Il y a aussi la pauvre Mathilde.  » Elle n’est pas malade. Elle est fatiguée. Comme les centaines de gens qu’elle croise tous les jours.  » Dans le métro, elle a rejoint le cortège de ceux qui s’accrochent aux rampes. Le harcèlement moral dont elle est l’honnête victime la démolit. L’auteur en décrit merveilleusement le processus. Les milliers de lecteurs qui connaissent la situation ne pourront que l’attester. Mathilde est une mère courage qui élève seule ses trois enfants. Son mari est mort dans un accident de voiture. Elle a su remonter la pente.

Ce qui lui arrive est vraiment injuste.

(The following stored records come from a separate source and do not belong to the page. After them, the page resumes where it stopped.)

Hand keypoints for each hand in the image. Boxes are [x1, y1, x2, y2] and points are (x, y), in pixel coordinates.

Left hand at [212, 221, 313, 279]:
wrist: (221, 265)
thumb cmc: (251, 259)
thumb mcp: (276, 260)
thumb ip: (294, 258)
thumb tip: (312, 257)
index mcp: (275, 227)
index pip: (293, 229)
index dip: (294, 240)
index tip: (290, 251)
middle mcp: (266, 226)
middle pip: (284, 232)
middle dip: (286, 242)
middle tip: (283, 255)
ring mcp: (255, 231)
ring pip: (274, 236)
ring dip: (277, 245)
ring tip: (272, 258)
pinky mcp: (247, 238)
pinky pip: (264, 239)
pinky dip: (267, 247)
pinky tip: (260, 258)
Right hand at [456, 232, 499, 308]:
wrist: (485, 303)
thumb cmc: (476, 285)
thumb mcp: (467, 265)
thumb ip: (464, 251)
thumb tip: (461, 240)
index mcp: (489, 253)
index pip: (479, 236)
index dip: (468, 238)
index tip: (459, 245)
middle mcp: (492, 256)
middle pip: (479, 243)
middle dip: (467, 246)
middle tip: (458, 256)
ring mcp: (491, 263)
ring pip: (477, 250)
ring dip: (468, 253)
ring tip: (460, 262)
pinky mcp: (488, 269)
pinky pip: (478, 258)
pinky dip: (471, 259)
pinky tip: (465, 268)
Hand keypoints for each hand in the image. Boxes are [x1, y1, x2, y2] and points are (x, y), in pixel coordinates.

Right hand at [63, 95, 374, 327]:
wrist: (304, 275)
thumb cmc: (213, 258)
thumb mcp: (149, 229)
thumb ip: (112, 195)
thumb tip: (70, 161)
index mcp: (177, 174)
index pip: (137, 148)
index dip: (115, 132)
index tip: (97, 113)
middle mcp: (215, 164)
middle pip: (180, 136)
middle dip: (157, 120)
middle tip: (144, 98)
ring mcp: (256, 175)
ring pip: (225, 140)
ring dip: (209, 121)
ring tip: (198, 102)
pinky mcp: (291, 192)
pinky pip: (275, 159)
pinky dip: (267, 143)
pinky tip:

C’est l’héroïne des temps modernes qui rêve de s’oublier en se perdant à nouveau dans la culture de son entreprise. Mathilde refuse la compassion. C’est pourtant ce sentiment, que l’auteur suscite de ses lecteurs. On ne peut se résoudre à la voir souffrir. On est tenu en haleine, on demande l’happy end… Mathilde trouvera-t-elle Thybault sur sa route ?

Un roman miroir en somme sur la silencieuse misère humaine. Au cœur du déséquilibre, le livre est un succès annoncé.